За полчаса до первой кормежки пожаловал их надзиратель, на пару с чужим, второэтажным. Петухов скатал хрустящий соломой тюфяк и сырое, пахнувшее потом одеяло; они его тщательно обыскали в специальном отсеке. Расписался и получил свои вещи: белые джинсы ему вернули покрытыми пятнами линьки и с оторванным карманом, коричневая кожаная куртка после дезинфекции в топке спеклась и зачерствела, а кое-где и расползлась от жара. Его довели до комнаты-накопителя, сказали ждать. Приказ об освобождении должен был подписать сегодняшним числом комендант, но комендант в свою тюрьму приезжать не спешил.

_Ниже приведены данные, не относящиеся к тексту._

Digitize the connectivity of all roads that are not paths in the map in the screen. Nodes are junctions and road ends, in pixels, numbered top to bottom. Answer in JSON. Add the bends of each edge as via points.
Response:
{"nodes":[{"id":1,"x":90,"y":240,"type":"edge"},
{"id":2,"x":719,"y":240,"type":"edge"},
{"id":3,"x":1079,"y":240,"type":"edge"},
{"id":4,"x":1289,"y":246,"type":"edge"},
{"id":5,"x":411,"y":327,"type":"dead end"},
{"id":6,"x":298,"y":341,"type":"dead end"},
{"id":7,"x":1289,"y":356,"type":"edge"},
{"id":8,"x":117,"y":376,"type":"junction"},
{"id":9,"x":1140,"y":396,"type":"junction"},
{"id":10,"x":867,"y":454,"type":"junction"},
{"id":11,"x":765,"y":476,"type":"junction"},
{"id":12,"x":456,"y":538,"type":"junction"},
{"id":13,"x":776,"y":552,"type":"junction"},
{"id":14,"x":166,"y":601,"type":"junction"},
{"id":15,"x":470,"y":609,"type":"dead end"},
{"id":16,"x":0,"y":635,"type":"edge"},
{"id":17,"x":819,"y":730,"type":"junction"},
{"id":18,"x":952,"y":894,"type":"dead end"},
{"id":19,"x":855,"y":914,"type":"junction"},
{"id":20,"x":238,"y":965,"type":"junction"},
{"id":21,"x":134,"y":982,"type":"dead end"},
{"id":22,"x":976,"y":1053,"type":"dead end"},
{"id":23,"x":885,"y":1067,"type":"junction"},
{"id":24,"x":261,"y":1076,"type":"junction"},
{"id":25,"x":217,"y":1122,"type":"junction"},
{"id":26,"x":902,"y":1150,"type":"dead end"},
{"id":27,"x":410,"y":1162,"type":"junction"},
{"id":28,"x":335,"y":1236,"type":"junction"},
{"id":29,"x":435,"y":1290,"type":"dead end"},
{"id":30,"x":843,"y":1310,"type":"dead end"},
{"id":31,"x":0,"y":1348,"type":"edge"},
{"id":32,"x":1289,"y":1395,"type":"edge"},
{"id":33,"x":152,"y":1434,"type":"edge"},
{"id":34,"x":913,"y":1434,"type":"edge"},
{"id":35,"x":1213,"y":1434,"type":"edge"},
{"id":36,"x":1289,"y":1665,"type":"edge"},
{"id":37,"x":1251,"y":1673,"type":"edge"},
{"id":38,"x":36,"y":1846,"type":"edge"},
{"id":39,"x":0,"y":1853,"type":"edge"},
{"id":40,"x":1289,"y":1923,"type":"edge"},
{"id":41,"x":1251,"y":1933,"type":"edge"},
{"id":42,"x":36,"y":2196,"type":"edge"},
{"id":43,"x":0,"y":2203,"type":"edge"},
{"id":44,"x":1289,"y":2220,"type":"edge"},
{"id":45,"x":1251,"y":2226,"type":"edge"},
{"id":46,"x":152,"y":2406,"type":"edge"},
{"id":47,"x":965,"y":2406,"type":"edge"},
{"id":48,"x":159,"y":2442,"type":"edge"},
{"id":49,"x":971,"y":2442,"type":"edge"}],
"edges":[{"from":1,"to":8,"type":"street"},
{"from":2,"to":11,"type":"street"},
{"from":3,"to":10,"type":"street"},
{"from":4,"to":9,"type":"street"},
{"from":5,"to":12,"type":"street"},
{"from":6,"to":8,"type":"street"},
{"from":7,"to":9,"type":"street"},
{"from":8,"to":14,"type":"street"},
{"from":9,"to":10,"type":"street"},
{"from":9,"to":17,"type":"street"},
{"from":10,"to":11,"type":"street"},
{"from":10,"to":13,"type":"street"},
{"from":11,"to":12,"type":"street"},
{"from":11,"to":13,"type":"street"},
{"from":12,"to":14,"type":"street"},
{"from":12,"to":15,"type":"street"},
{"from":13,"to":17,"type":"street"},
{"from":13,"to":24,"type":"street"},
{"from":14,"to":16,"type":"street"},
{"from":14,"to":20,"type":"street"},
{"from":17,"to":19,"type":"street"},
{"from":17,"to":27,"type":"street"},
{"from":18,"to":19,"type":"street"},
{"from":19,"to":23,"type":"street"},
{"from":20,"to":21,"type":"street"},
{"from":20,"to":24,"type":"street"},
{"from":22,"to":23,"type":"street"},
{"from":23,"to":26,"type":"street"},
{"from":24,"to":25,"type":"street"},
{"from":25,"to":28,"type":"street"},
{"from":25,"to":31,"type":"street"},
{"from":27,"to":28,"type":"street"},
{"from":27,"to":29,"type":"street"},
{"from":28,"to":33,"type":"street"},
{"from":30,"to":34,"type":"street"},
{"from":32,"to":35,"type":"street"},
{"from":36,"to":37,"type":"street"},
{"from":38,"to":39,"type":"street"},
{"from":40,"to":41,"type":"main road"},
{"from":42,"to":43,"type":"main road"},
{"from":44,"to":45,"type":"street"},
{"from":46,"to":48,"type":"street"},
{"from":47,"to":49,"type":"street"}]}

Коменданта ждали с десяти утра до часу дня. Петухов все время просидел на стуле, неподвижный и безучастный, как истукан. Лицом к стене, укатанной тусклой серой краской. Стена была покрыта трещинами, можно было их изучать, приняв за линии судьбы. Двое охранников сидели в другом конце комнаты, за решетчатой перегородкой, смачно толковали о бабах. Петухов старался думать о своем: что если бы у него сохранилась видеозапись спектакля «Гамлет» в клубе, он стал бы знаменит. Продал бы пленку в Мюнхене или в Лондоне, пускай даже парижскому телевидению (но о французском театре последних десятилетий он был невысокого мнения), и ему сразу бы предложили постановки в ведущих театрах Европы! Да, за бугром бы оценили действо в клубе: суперавангард, сверхнасыщенность образов и символики, а какие эффекты, какие хэппенинги... У Петухова заныли кости в коленях — последствия ломки, крутившей его в первые недели заключения, но мучился не очень долго, даже сокамерники не догадались, что к ним подселили наркомана.